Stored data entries
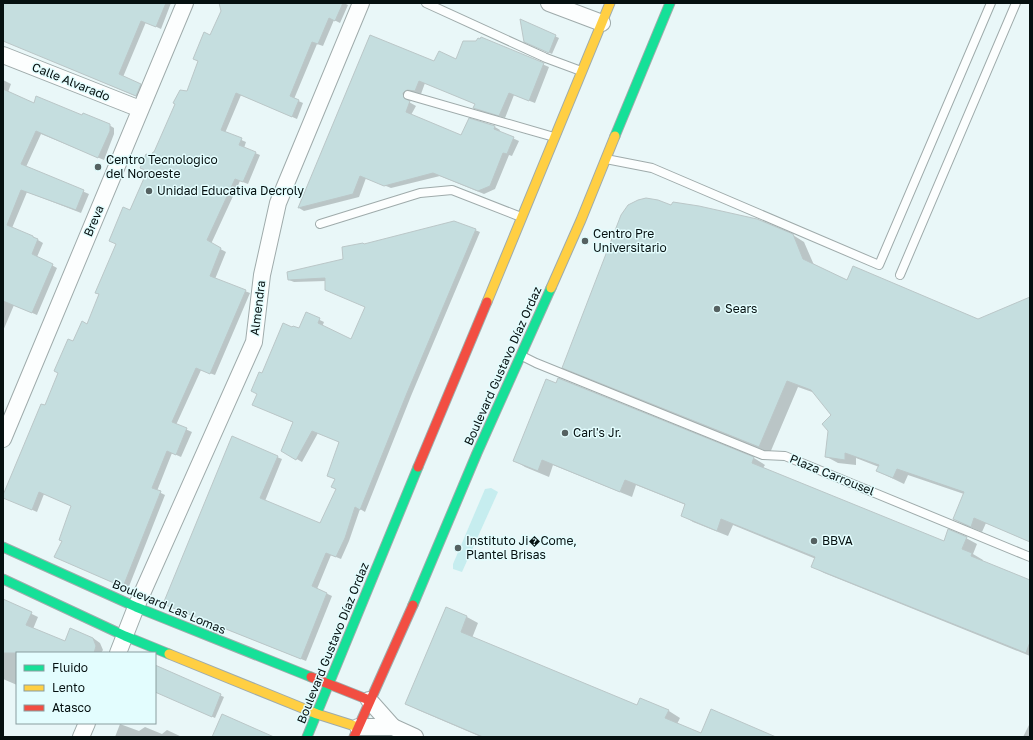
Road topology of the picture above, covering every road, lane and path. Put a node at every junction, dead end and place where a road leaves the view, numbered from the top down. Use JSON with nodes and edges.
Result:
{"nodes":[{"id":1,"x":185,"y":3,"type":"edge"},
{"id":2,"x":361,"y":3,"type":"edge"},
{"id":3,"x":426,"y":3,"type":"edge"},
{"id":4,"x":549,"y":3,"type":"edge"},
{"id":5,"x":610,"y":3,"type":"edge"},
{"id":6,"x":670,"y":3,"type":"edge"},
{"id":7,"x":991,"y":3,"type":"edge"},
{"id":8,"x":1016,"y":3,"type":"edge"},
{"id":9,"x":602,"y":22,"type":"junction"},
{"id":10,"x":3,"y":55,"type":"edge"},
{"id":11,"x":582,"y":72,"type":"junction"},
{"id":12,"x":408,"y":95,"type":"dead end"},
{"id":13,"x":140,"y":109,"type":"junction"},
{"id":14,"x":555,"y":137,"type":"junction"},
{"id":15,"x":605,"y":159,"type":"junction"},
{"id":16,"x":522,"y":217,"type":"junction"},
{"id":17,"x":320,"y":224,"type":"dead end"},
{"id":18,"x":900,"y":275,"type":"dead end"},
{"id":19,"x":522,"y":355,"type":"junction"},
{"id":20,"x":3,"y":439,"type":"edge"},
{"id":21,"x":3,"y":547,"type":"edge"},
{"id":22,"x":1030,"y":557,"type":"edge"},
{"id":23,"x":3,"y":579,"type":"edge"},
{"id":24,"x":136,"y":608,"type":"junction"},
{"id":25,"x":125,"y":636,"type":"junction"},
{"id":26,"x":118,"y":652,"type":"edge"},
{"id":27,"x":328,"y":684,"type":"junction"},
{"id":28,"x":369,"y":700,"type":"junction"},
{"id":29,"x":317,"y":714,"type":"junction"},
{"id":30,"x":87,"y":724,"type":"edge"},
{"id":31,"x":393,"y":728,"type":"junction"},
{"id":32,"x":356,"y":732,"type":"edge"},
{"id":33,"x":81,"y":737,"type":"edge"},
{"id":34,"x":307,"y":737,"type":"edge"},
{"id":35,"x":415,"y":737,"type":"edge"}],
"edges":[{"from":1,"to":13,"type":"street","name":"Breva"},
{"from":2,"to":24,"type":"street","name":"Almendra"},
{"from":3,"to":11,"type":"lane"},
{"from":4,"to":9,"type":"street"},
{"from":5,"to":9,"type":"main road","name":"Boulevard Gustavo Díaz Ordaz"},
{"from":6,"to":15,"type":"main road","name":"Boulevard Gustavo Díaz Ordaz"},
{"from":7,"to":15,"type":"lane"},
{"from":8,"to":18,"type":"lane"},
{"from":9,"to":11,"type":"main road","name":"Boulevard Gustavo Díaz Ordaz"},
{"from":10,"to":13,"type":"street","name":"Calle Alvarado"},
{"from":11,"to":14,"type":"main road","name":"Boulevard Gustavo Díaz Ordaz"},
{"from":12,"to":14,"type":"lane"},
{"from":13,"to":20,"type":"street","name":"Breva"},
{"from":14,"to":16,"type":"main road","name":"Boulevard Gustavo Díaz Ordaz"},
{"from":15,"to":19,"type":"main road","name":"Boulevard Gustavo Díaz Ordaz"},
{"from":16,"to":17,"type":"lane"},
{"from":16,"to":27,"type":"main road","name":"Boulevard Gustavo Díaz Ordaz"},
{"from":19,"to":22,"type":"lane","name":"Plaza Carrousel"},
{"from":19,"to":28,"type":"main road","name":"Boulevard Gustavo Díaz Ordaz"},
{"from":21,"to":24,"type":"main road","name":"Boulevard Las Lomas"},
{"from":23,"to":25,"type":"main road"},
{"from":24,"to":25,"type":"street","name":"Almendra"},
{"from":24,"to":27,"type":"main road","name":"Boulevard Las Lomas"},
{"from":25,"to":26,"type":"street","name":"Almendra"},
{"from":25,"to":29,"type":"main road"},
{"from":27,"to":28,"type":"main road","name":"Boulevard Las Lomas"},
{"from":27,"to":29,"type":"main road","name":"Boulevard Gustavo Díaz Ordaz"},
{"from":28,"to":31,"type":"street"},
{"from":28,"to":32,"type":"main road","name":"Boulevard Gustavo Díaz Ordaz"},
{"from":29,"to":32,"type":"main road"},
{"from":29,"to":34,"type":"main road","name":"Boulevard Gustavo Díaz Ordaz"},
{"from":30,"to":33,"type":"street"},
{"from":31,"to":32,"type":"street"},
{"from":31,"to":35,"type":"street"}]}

## Exercise brief
Where the word "Breva" occurs in a line of the records, copy that line.

## Expected answer
"edges":[{"from":1,"to":13,"type":"street","name":"Breva"},
{"from":13,"to":20,"type":"street","name":"Breva"},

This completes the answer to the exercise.